Die Umstellung auf All-IP bringt deutlich komplexere Technik mit sich und macht es notwendig, dass Leitstellenbetreiber IT- Kompetenz aufbauen. Dies kann auf zwei Weisen geschehen: Zum einen können die notwendigen personellen Ressourcen aufgestockt werden, was jedoch teuer und aufgrund der derzeitigen Arbeitsmarktlage alles andere als einfach ist. Zum anderen besteht die Möglichkeit, sich einen kompetenten, flexiblen und in der Materie bewanderten Partner zu suchen, der sowohl die entsprechende IT-Kompetenz als auch das Verständnis für die Sicherheitsbranche mitbringt.

Wie werden künftig Alarmübertragungen gewährleistet, wenn es mal zu einem Ausfall des Internets kommt?

In solchen Fällen kann der Anlagenbetrieb zum Beispiel durch Mobilfunk-Backups sichergestellt werden, die das Signal dann übertragen. Die meisten Einbruchmeldeanlagen werden mit einem IP-fähigen DSL-Anschluss sowie einem Mobilfunk-Backup ausgestattet – letzterer kann über die Installation sogenannter Mobilfunk- Karten erreicht werden. Da hat sich gegenüber der ISDN-Technologie im Grunde auch nicht viel verändert, denn auch hier gab es immer noch die Möglichkeit, im Notfall über den mobilen Weg zu gehen.
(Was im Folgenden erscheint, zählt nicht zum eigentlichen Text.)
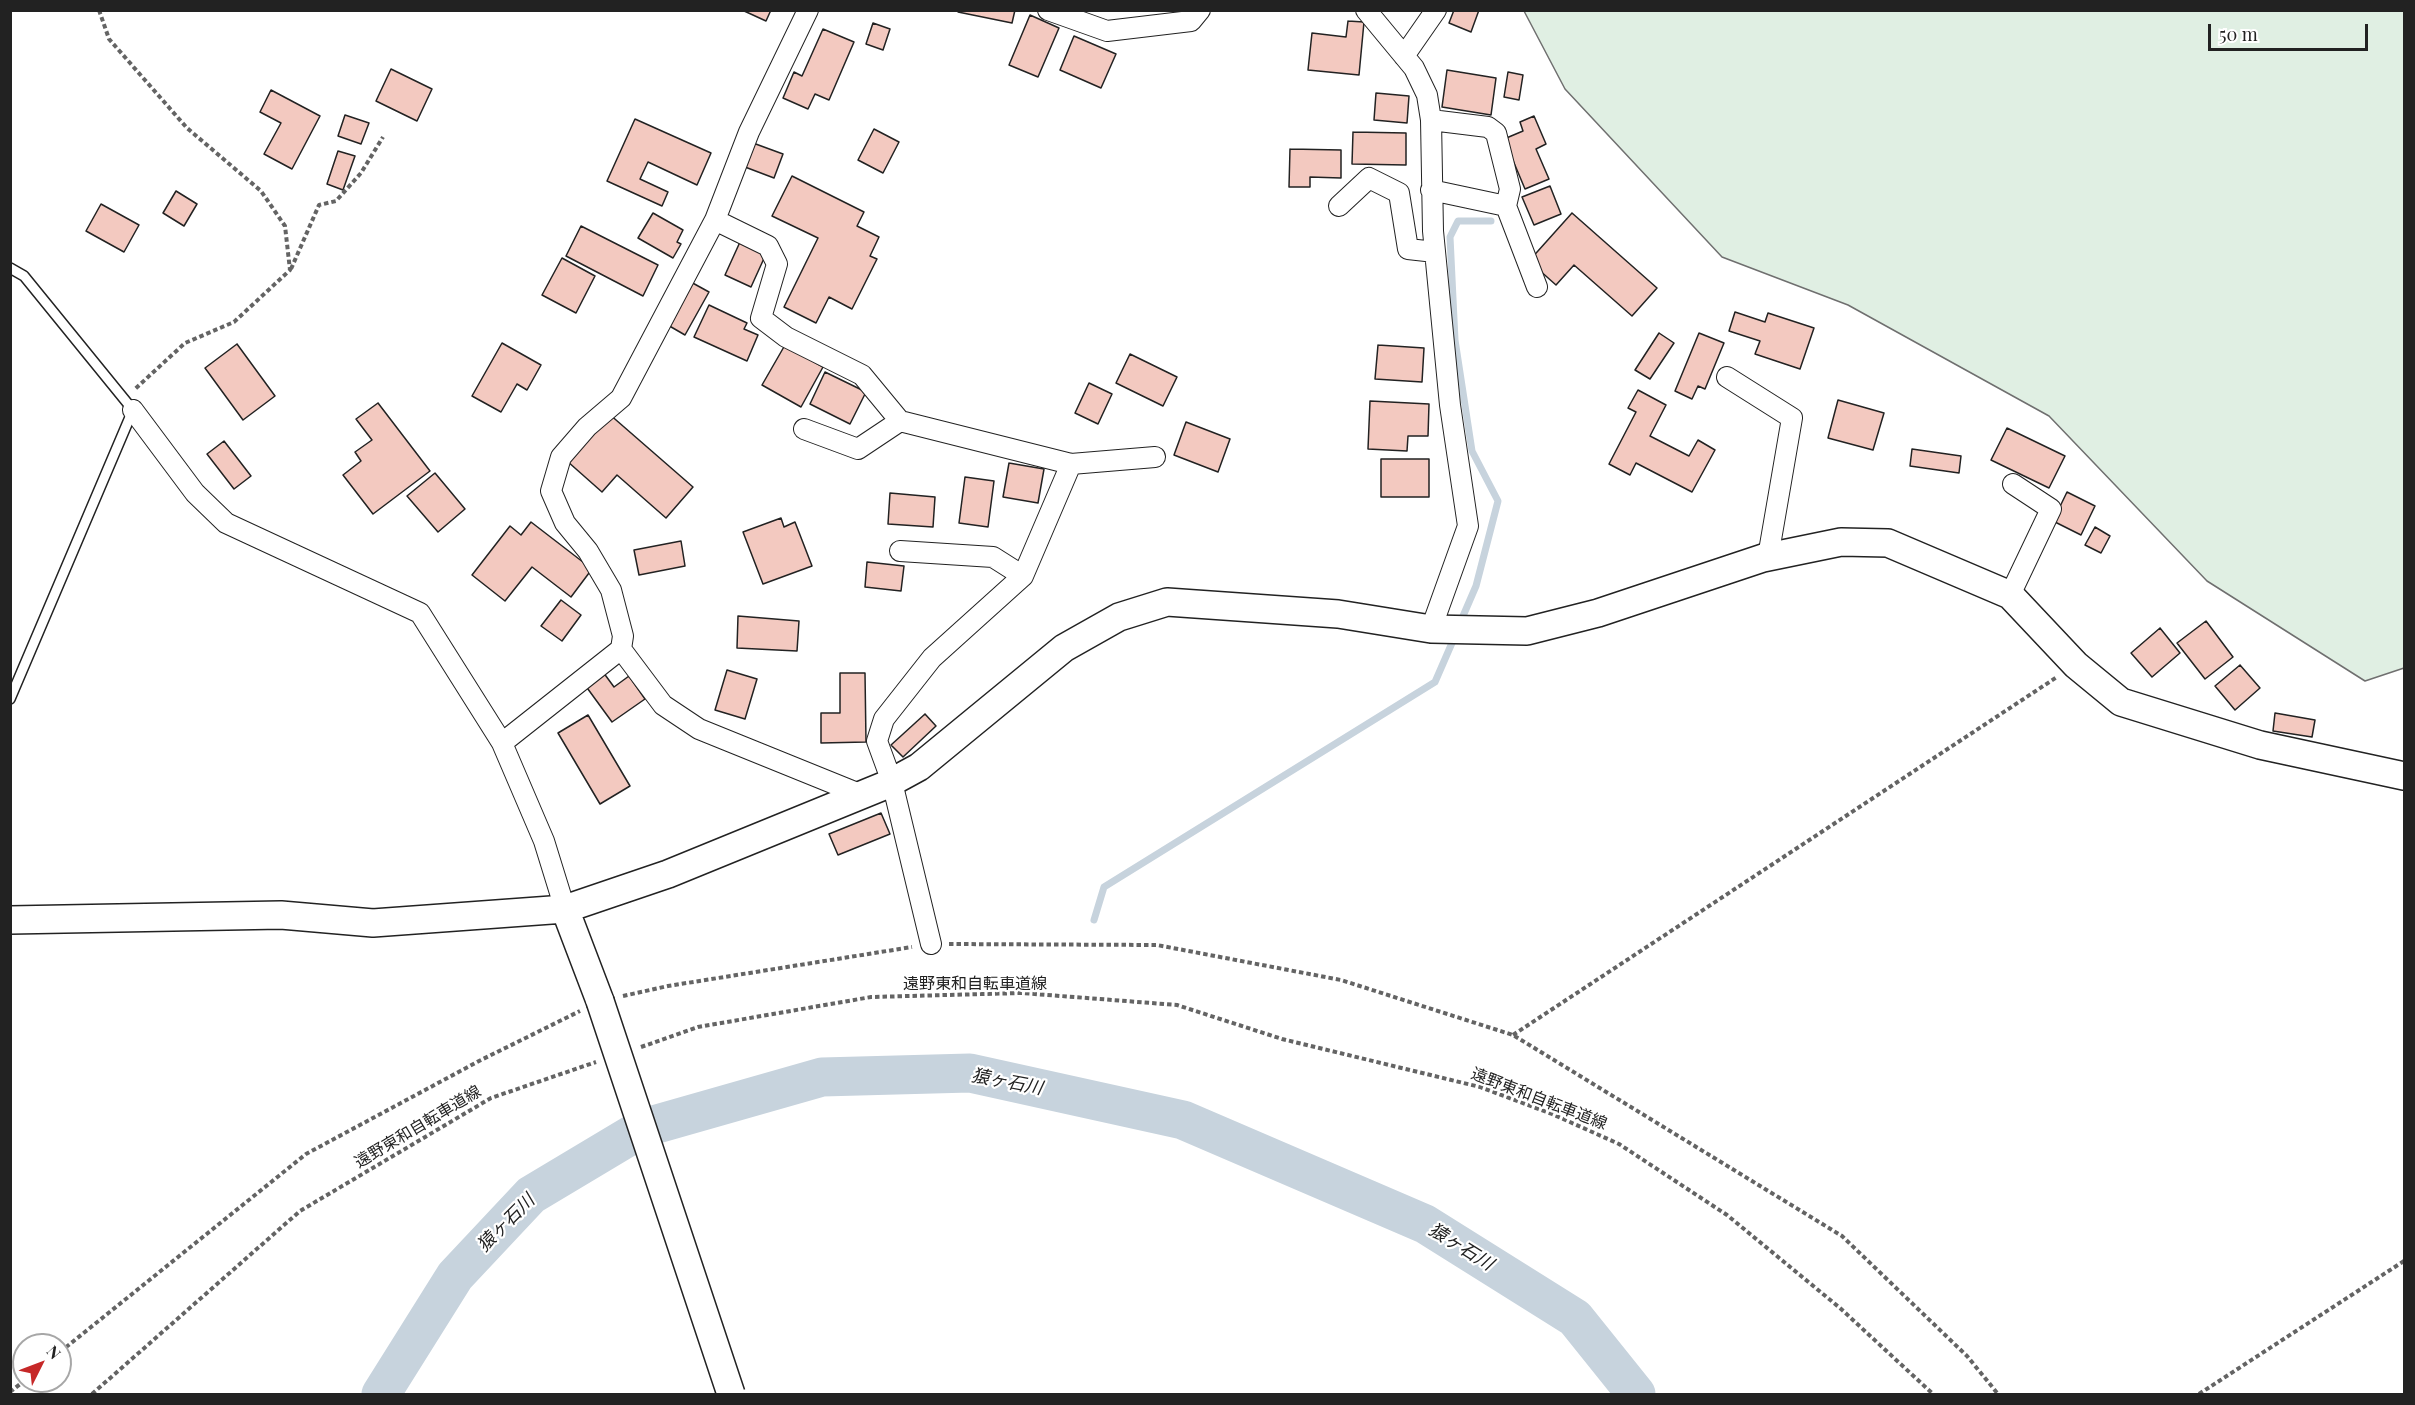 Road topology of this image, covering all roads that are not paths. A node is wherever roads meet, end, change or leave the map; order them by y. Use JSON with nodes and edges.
{"nodes":[{"id":1,"x":808,"y":10,"type":"edge"},
{"id":2,"x":1048,"y":10,"type":"edge"},
{"id":3,"x":1200,"y":10,"type":"edge"},
{"id":4,"x":1366,"y":10,"type":"edge"},
{"id":5,"x":1436,"y":10,"type":"edge"},
{"id":6,"x":1404,"y":56,"type":"junction"},
{"id":7,"x":1431,"y":120,"type":"junction"},
{"id":8,"x":1431,"y":190,"type":"junction"},
{"id":9,"x":1339,"y":206,"type":"dead end"},
{"id":10,"x":1506,"y":206,"type":"junction"},
{"id":11,"x":716,"y":220,"type":"junction"},
{"id":12,"x":1435,"y":252,"type":"junction"},
{"id":13,"x":10,"y":268,"type":"edge"},
{"id":14,"x":1537,"y":287,"type":"dead end"},
{"id":15,"x":1726,"y":377,"type":"dead end"},
{"id":16,"x":128,"y":404,"type":"junction"},
{"id":17,"x":900,"y":421,"type":"junction"},
{"id":18,"x":804,"y":429,"type":"dead end"},
{"id":19,"x":1155,"y":457,"type":"dead end"},
{"id":20,"x":1071,"y":464,"type":"junction"},
{"id":21,"x":2013,"y":484,"type":"dead end"},
{"id":22,"x":900,"y":551,"type":"dead end"},
{"id":23,"x":1768,"y":557,"type":"junction"},
{"id":24,"x":1023,"y":576,"type":"junction"},
{"id":25,"x":2010,"y":595,"type":"junction"},
{"id":26,"x":1431,"y":630,"type":"junction"},
{"id":27,"x":621,"y":649,"type":"junction"},
{"id":28,"x":10,"y":699,"type":"edge"},
{"id":29,"x":502,"y":743,"type":"junction"},
{"id":30,"x":2404,"y":776,"type":"edge"},
{"id":31,"x":892,"y":782,"type":"junction"},
{"id":32,"x":862,"y":795,"type":"junction"},
{"id":33,"x":565,"y":909,"type":"junction"},
{"id":34,"x":10,"y":920,"type":"edge"},
{"id":35,"x":930,"y":944,"type":"road end"},
{"id":36,"x":731,"y":1395,"type":"edge"}],
"edges":[{"from":1,"to":11,"type":"street"},
{"from":2,"to":3,"type":"street"},
{"from":4,"to":6,"type":"street"},
{"from":5,"to":6,"type":"street"},
{"from":6,"to":7,"type":"street"},
{"from":7,"to":8,"type":"street"},
{"from":7,"to":10,"type":"street"},
{"from":8,"to":10,"type":"street"},
{"from":8,"to":12,"type":"street"},
{"from":9,"to":12,"type":"street"},
{"from":10,"to":14,"type":"street"},
{"from":11,"to":17,"type":"street"},
{"from":11,"to":27,"type":"street"},
{"from":12,"to":26,"type":"street"},
{"from":13,"to":16,"type":"lane"},
{"from":15,"to":23,"type":"street"},
{"from":16,"to":28,"type":"lane"},
{"from":16,"to":29,"type":"street"},
{"from":17,"to":18,"type":"street"},
{"from":17,"to":20,"type":"street"},
{"from":19,"to":20,"type":"street"},
{"from":20,"to":24,"type":"street"},
{"from":21,"to":25,"type":"street"},
{"from":22,"to":24,"type":"street"},
{"from":23,"to":25,"type":"street"},
{"from":23,"to":26,"type":"street"},
{"from":24,"to":31,"type":"street"},
{"from":25,"to":30,"type":"street"},
{"from":26,"to":31,"type":"street"},
{"from":27,"to":29,"type":"street"},
{"from":27,"to":32,"type":"street"},
{"from":29,"to":33,"type":"street"},
{"from":31,"to":32,"type":"street"},
{"from":31,"to":35,"type":"street"},
{"from":32,"to":33,"type":"street"},
{"from":33,"to":34,"type":"street"},
{"from":33,"to":36,"type":"street","bridge":true}]}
Mit „ProtectService“ will Ihr Unternehmen ein All-IP-fähiges, autonomes und sicheres Netzwerk bieten. Welche Vorteile bringt die Plattform für Systeme, die darüber angebunden sind?

Der wesentliche Vorteil einer Plattform wie „ProtectService“ ist die Unabhängigkeit vom Internet. Diese Unabhängigkeit mindert einige Risiken ganz erheblich: VPN-Netze, die über das Internet laufen, können zwar per Firewall geschützt werden, der Anschluss bleibt aber über das Internet immer noch sichtbar. Dadurch sind solche Anschlüsse gefundenes Fressen für sogenannte DDoS-Angriffe: Dabei wählen Hacker die Anlagen über Bootnetzwerke immer wieder an und sorgen so dafür, dass wichtige Signale nicht mehr durchkommen. Im schlimmsten Fall brechen irgendwann auch die Server unter der Last zusammen. Mechanismen, die Systeme vor diesem Szenario schützen, sind extrem aufwendig und kostspielig. „ProtectService“ hingegen läuft nicht über das Internet, weshalb darüber aufgeschaltete Anlagen für Hacker nicht sichtbar und dadurch nur schwer zu attackieren sind.